STORED DATA:
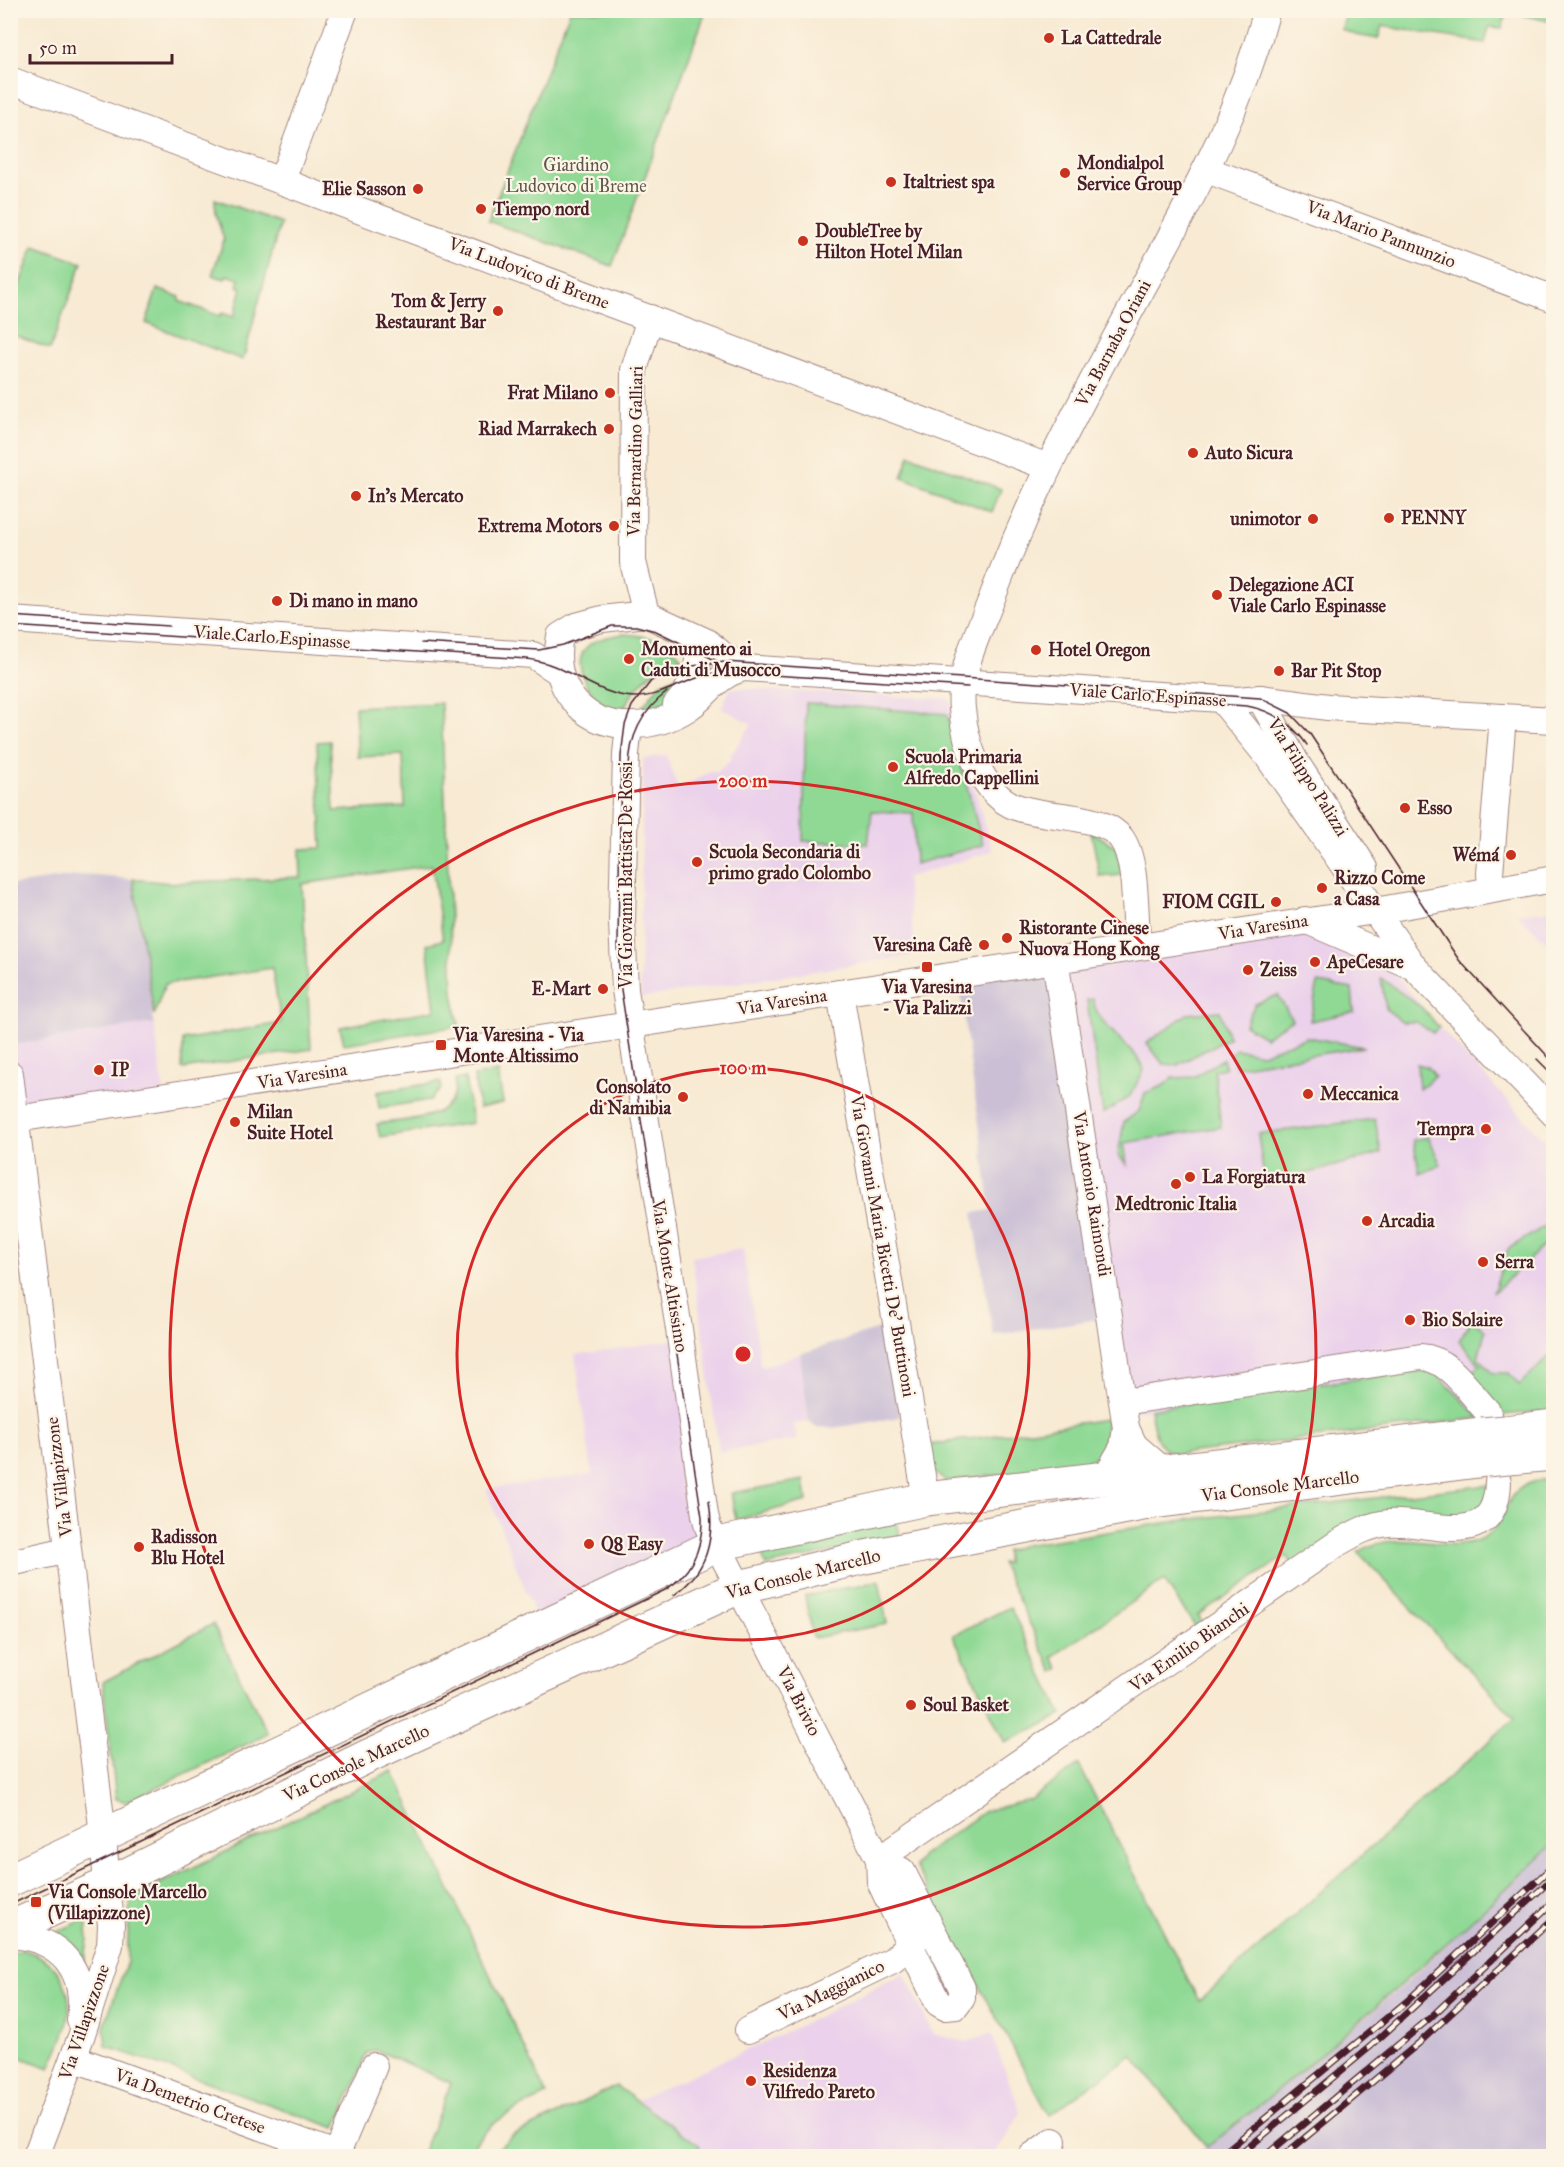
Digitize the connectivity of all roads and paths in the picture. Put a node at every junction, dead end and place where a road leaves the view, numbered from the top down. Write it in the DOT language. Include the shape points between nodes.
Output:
graph roads {
  1 [pos="345,10"];
  2 [pos="1267,10"];
  3 [pos="10,80"];
  4 [pos="1207,170"];
  5 [pos="282,180"];
  6 [pos="1554,299"];
  7 [pos="650,318"];
  8 [pos="1048,467"];
  9 [pos="646,614"];
  10 [pos="10,620"];
  11 [pos="686,634"];
  12 [pos="560,636"];
  13 [pos="533,655"];
  14 [pos="743,668"];
  15 [pos="559,672"];
  16 [pos="962,680"];
  17 [pos="1260,698"];
  18 [pos="1221,699"];
  19 [pos="1503,717"];
  20 [pos="1554,720"];
  21 [pos="640,723"];
  22 [pos="1268,758"];
  23 [pos="1554,879"];
  24 [pos="1491,889"];
  25 [pos="1375,911"];
  26 [pos="1305,920"];
  27 [pos="1138,946"];
  28 [pos="1055,959"];
  29 [pos="1414,967"];
  30 [pos="840,993"];
  31 [pos="630,1025"];
  32 [pos="10,1074"];
  33 [pos="1554,1114"];
  34 [pos="13,1120"];
  35 [pos="1124,1402"];
  36 [pos="1554,1426"];
  37 [pos="1126,1428"];
  38 [pos="1495,1447"];
  39 [pos="1554,1454"];
  40 [pos="1164,1471"];
  41 [pos="1105,1478"];
  42 [pos="926,1499"];
  43 [pos="713,1535"];
  44 [pos="68,1550"];
  45 [pos="10,1563"];
  46 [pos="739,1587"];
  47 [pos="102,1835"];
  48 [pos="879,1859"];
  49 [pos="10,1880"];
  50 [pos="108,1884"];
  51 [pos="930,1926"];
  52 [pos="10,1928"];
  53 [pos="10,1935"];
  54 [pos="910,1945"];
  55 [pos="748,2030"];
  56 [pos="73,2058"];
  57 [pos="374,2066"];
  58 [pos="1053,2141"];
  59 [pos="338,2156"];
  60 [pos="36,2157"];
  61 [pos="1032,2157"];
  1 -- 5 [label="street"];
  2 -- 4 [label="street, Via Barnaba Oriani" via="1253,62"];
  3 -- 5 [label="street, Via Ludovico di Breme"];
  4 -- 6 [label="street, Via Mario Pannunzio"];
  4 -- 8 [label="street, Via Barnaba Oriani"];
  5 -- 7 [label="street, Via Ludovico di Breme"];
  7 -- 8 [label="street, Via Ludovico di Breme"];
  7 -- 9 [label="street, Via Bernardino Galliari" via="634,370 633,562"];
  8 -- 16 [label="street, Via Barnaba Oriani" via="1006,561"];
  9 -- 11 [label="street"];
  9 -- 12 [label="street" via="602,619 576,626"];
  10 -- 13 [label="street, Viale Carlo Espinasse"];
  11 -- 14 [label="street" via="707,642"];
  11 -- 21 [label="street" via="697,650 692,682 673,708"];
  12 -- 13 [label="street"];
  12 -- 15 [label="street"];
  13 -- 15 [label="street, Viale Carlo Espinasse"];
  14 -- 16 [label="street, Viale Carlo Espinasse"];
  14 -- 21 [label="street" via="714,682 687,708"];
  15 -- 21 [label="street" via="566,689 583,710 603,721"];
  16 -- 18 [label="street, Viale Carlo Espinasse"];
  16 -- 27 [label="street" via="962,710 969,742 978,766 1001,798 1016,807 1094,821 1120,836 1130,861"];
  17 -- 18 [label="street, Viale Carlo Espinasse"];
  17 -- 19 [label="street, Viale Carlo Espinasse" via="1332,707"];
  17 -- 22 [label="street, Via Filippo Palizzi" via="1259,717"];
  17 -- 25 [label="street, Via Filippo Palizzi" via="1297,765 1376,884"];
  18 -- 22 [label="street, Via Filippo Palizzi"];
  19 -- 20 [label="street, Viale Carlo Espinasse"];
  19 -- 24 [label="street"];
  21 -- 31 [label="street, Via Giovanni Battista De Rossi" via="626,754 622,922"];
  22 -- 25 [label="street, Via Filippo Palizzi"];
  23 -- 24 [label="street, Via Varesina"];
  24 -- 25 [label="street, Via Varesina"];
  25 -- 26 [label="street, Via Varesina"];
  25 -- 29 [label="street, Via Filippo Palizzi"];
  26 -- 27 [label="street, Via Varesina"];
  26 -- 29 [label="street"];
  27 -- 28 [label="street, Via Varesina"];
  28 -- 30 [label="street, Via Varesina"];
  28 -- 35 [label="street, Via Antonio Raimondi"];
  29 -- 33 [label="street, Via Filippo Palizzi"];
  30 -- 31 [label="street, Via Varesina"];
  30 -- 42 [label="street, Via Giovanni Maria Bicetti De' Buttinoni"];
  31 -- 34 [label="street, Via Varesina"];
  31 -- 43 [label="street, Via Monte Altissimo"];
  32 -- 34 [label="street, Via Villapizzone"];
  34 -- 44 [label="street, Via Villapizzone"];
  35 -- 37 [label="street, Via Antonio Raimondi"];
  35 -- 38 [label="street" via="1421,1357 1446,1367 1486,1411"];
  36 -- 38 [label="main road, Via Console Marcello"];
  37 -- 40 [label="street, Via Antonio Raimondi" via="1134,1445"];
  37 -- 41 [label="street, Via Antonio Raimondi" via="1123,1447"];
  38 -- 39 [label="main road, Via Console Marcello"];
  38 -- 40 [label="main road, Via Console Marcello"];
  38 -- 46 [label="main road, Via Console Marcello" via="1153,1502 865,1557"];
  38 -- 48 [label="street, Via Emilio Bianchi" via="1497,1498 1490,1511 1467,1527 1452,1530 1391,1523 1368,1526"];
  40 -- 41 [label="main road, Via Console Marcello"];
  41 -- 42 [label="main road, Via Console Marcello"];
  42 -- 43 [label="main road, Via Console Marcello"];
  43 -- 46 [label="street, Via Brivio"];
  43 -- 47 [label="main road, Via Console Marcello"];
  44 -- 45 [label="street"];
  44 -- 47 [label="street, Via Villapizzone"];
  46 -- 48 [label="street, Via Brivio"];
  46 -- 50 [label="main road, Via Console Marcello" via="366,1757"];
  47 -- 49 [label="main road, Via Console Marcello"];
  47 -- 50 [label="street, Via Villapizzone"];
  48 -- 51 [label="street, Via Brivio" via="902,1870"];
  48 -- 54 [label="street, Via Brivio" via="880,1882"];
  50 -- 52 [label="main road, Via Console Marcello"];
  50 -- 56 [label="street, Via Villapizzone" via="110,1945"];
  51 -- 54 [label="street"];
  51 -- 54 [label="street, Via Brivio" via="962,1988 962,1998 956,2006 938,2003"];
  53 -- 56 [label="street" via="47,1943 72,1966 80,1983 82,2003"];
  54 -- 55 [label="street, Via Maggianico" via="893,1959"];
  56 -- 59 [label="street, Via Demetrio Cretese"];
  56 -- 60 [label="street, Via Villapizzone"];
  57 -- 59 [label="street"];
  58 -- 61 [label="street"];
}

GOAL OF THE EXERCISE:
Take each line from the preceding material that contains "Brivio" and copy it.

WRITTEN REPLY:
  43 -- 46 [label="street, Via Brivio"];
  46 -- 48 [label="street, Via Brivio"];
  48 -- 51 [label="street, Via Brivio" via="902,1870"];
  48 -- 54 [label="street, Via Brivio" via="880,1882"];
  51 -- 54 [label="street, Via Brivio" via="962,1988 962,1998 956,2006 938,2003"];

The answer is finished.